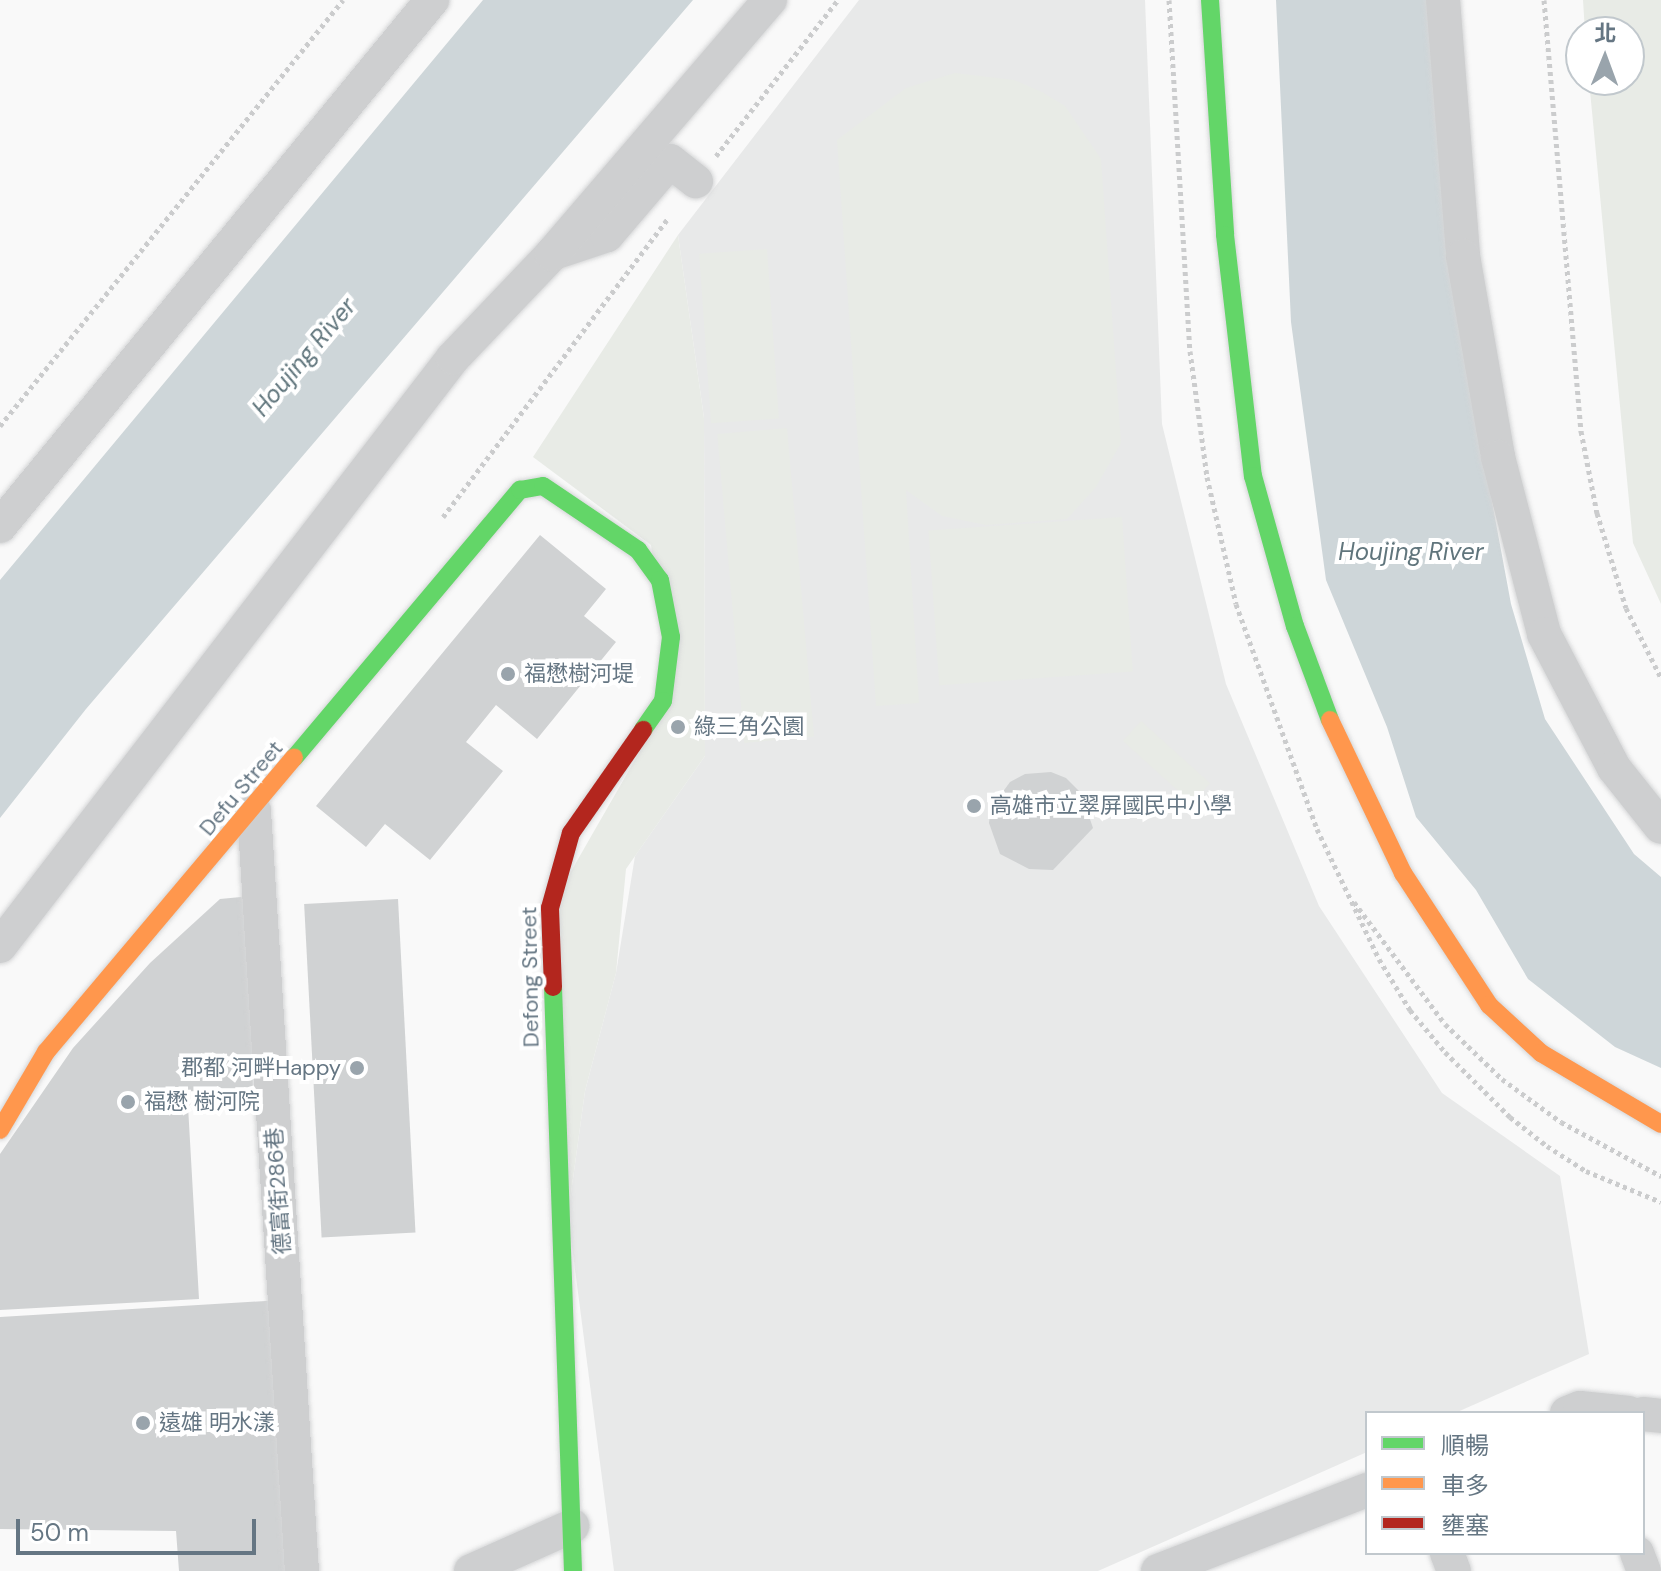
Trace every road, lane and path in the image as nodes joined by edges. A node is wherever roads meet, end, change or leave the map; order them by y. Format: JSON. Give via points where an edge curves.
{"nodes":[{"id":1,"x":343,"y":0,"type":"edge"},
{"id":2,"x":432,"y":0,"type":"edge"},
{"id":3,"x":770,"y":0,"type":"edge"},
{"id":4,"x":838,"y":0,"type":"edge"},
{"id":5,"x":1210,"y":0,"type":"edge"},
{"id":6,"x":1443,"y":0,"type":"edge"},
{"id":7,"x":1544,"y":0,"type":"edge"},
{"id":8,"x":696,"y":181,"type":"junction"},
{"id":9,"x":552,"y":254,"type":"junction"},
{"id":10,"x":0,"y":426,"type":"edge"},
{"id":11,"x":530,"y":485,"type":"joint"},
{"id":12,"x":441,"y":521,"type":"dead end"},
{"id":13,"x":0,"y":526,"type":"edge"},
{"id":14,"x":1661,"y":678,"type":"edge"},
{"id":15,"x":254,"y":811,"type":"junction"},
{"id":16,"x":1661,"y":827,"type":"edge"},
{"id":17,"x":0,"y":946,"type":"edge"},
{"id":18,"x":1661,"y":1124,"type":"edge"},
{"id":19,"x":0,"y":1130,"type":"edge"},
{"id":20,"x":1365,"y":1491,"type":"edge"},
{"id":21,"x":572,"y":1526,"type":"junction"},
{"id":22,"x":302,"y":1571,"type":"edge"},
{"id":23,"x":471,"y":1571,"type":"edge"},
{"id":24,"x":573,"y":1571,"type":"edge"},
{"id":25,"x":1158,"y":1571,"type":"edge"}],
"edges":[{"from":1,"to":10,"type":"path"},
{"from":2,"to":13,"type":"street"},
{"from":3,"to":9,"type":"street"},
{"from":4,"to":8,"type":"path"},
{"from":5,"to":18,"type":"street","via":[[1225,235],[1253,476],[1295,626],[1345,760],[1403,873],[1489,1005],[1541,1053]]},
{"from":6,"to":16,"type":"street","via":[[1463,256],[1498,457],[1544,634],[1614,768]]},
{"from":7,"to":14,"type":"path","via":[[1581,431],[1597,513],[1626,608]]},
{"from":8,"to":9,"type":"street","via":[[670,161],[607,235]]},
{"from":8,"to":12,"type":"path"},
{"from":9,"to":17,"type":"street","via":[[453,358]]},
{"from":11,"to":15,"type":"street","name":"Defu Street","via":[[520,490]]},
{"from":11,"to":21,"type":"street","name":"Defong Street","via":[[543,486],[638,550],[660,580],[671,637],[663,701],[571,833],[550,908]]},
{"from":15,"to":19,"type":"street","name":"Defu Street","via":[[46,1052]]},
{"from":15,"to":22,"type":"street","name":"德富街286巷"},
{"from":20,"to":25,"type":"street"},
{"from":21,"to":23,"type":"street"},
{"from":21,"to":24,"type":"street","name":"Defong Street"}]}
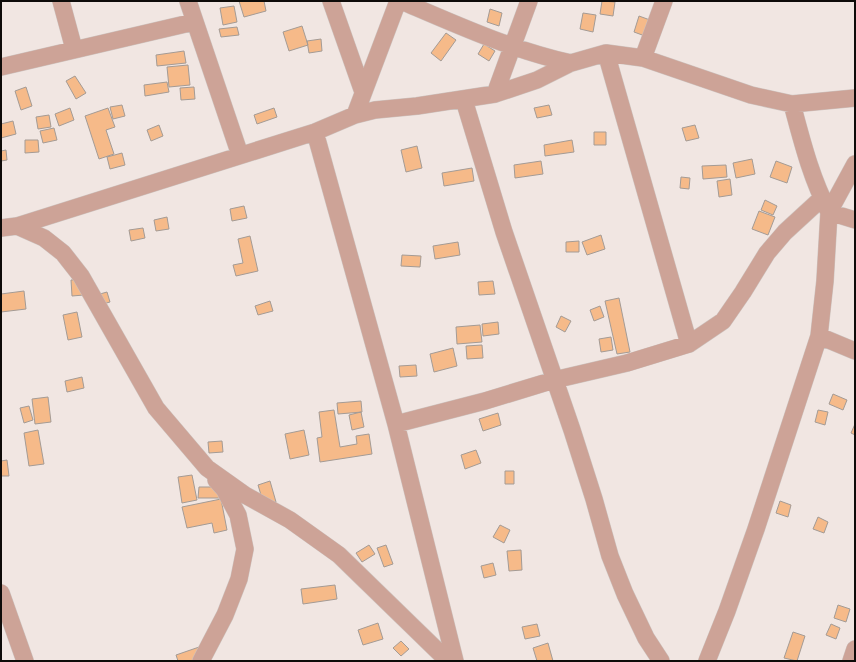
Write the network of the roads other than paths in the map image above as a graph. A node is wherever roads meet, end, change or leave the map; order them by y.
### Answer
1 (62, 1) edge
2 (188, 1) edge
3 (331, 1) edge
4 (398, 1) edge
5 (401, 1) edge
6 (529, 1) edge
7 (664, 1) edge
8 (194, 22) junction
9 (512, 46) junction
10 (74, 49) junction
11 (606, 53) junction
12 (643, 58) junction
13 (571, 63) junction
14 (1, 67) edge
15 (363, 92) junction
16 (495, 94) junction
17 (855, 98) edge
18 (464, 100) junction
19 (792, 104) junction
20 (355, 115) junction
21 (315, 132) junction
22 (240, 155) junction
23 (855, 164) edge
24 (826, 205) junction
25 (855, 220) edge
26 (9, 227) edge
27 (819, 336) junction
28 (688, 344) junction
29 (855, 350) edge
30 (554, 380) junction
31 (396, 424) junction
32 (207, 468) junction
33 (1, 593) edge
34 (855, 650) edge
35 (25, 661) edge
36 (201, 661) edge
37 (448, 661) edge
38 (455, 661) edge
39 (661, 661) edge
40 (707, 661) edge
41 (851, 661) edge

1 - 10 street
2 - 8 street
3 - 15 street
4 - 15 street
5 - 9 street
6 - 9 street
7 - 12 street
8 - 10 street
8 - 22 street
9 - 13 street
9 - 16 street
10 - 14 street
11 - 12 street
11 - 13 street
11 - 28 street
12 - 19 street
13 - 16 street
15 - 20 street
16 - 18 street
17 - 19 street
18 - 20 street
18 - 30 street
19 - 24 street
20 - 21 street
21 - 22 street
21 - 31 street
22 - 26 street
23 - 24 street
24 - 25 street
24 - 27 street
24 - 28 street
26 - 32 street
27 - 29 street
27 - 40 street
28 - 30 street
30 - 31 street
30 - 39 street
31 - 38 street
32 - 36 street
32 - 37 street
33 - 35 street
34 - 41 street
□ □ □
Your task: Output the material word for word. Pictures do not go in.

Solution for this problem:
Trace every road, lane and path in the image as nodes joined by edges. A node is wherever roads meet, end, change or leave the map; order them by y. Format: JSON. Give via points where an edge curves.
{"nodes":[{"id":1,"x":343,"y":0,"type":"edge"},
{"id":2,"x":432,"y":0,"type":"edge"},
{"id":3,"x":770,"y":0,"type":"edge"},
{"id":4,"x":838,"y":0,"type":"edge"},
{"id":5,"x":1210,"y":0,"type":"edge"},
{"id":6,"x":1443,"y":0,"type":"edge"},
{"id":7,"x":1544,"y":0,"type":"edge"},
{"id":8,"x":696,"y":181,"type":"junction"},
{"id":9,"x":552,"y":254,"type":"junction"},
{"id":10,"x":0,"y":426,"type":"edge"},
{"id":11,"x":530,"y":485,"type":"joint"},
{"id":12,"x":441,"y":521,"type":"dead end"},
{"id":13,"x":0,"y":526,"type":"edge"},
{"id":14,"x":1661,"y":678,"type":"edge"},
{"id":15,"x":254,"y":811,"type":"junction"},
{"id":16,"x":1661,"y":827,"type":"edge"},
{"id":17,"x":0,"y":946,"type":"edge"},
{"id":18,"x":1661,"y":1124,"type":"edge"},
{"id":19,"x":0,"y":1130,"type":"edge"},
{"id":20,"x":1365,"y":1491,"type":"edge"},
{"id":21,"x":572,"y":1526,"type":"junction"},
{"id":22,"x":302,"y":1571,"type":"edge"},
{"id":23,"x":471,"y":1571,"type":"edge"},
{"id":24,"x":573,"y":1571,"type":"edge"},
{"id":25,"x":1158,"y":1571,"type":"edge"}],
"edges":[{"from":1,"to":10,"type":"path"},
{"from":2,"to":13,"type":"street"},
{"from":3,"to":9,"type":"street"},
{"from":4,"to":8,"type":"path"},
{"from":5,"to":18,"type":"street","via":[[1225,235],[1253,476],[1295,626],[1345,760],[1403,873],[1489,1005],[1541,1053]]},
{"from":6,"to":16,"type":"street","via":[[1463,256],[1498,457],[1544,634],[1614,768]]},
{"from":7,"to":14,"type":"path","via":[[1581,431],[1597,513],[1626,608]]},
{"from":8,"to":9,"type":"street","via":[[670,161],[607,235]]},
{"from":8,"to":12,"type":"path"},
{"from":9,"to":17,"type":"street","via":[[453,358]]},
{"from":11,"to":15,"type":"street","name":"Defu Street","via":[[520,490]]},
{"from":11,"to":21,"type":"street","name":"Defong Street","via":[[543,486],[638,550],[660,580],[671,637],[663,701],[571,833],[550,908]]},
{"from":15,"to":19,"type":"street","name":"Defu Street","via":[[46,1052]]},
{"from":15,"to":22,"type":"street","name":"德富街286巷"},
{"from":20,"to":25,"type":"street"},
{"from":21,"to":23,"type":"street"},
{"from":21,"to":24,"type":"street","name":"Defong Street"}]}
Write the network of the roads other than paths in the map image above as a graph. A node is wherever roads meet, end, change or leave the map; order them by y.
### Answer
1 (62, 1) edge
2 (188, 1) edge
3 (331, 1) edge
4 (398, 1) edge
5 (401, 1) edge
6 (529, 1) edge
7 (664, 1) edge
8 (194, 22) junction
9 (512, 46) junction
10 (74, 49) junction
11 (606, 53) junction
12 (643, 58) junction
13 (571, 63) junction
14 (1, 67) edge
15 (363, 92) junction
16 (495, 94) junction
17 (855, 98) edge
18 (464, 100) junction
19 (792, 104) junction
20 (355, 115) junction
21 (315, 132) junction
22 (240, 155) junction
23 (855, 164) edge
24 (826, 205) junction
25 (855, 220) edge
26 (9, 227) edge
27 (819, 336) junction
28 (688, 344) junction
29 (855, 350) edge
30 (554, 380) junction
31 (396, 424) junction
32 (207, 468) junction
33 (1, 593) edge
34 (855, 650) edge
35 (25, 661) edge
36 (201, 661) edge
37 (448, 661) edge
38 (455, 661) edge
39 (661, 661) edge
40 (707, 661) edge
41 (851, 661) edge

1 - 10 street
2 - 8 street
3 - 15 street
4 - 15 street
5 - 9 street
6 - 9 street
7 - 12 street
8 - 10 street
8 - 22 street
9 - 13 street
9 - 16 street
10 - 14 street
11 - 12 street
11 - 13 street
11 - 28 street
12 - 19 street
13 - 16 street
15 - 20 street
16 - 18 street
17 - 19 street
18 - 20 street
18 - 30 street
19 - 24 street
20 - 21 street
21 - 22 street
21 - 31 street
22 - 26 street
23 - 24 street
24 - 25 street
24 - 27 street
24 - 28 street
26 - 32 street
27 - 29 street
27 - 40 street
28 - 30 street
30 - 31 street
30 - 39 street
31 - 38 street
32 - 36 street
32 - 37 street
33 - 35 street
34 - 41 street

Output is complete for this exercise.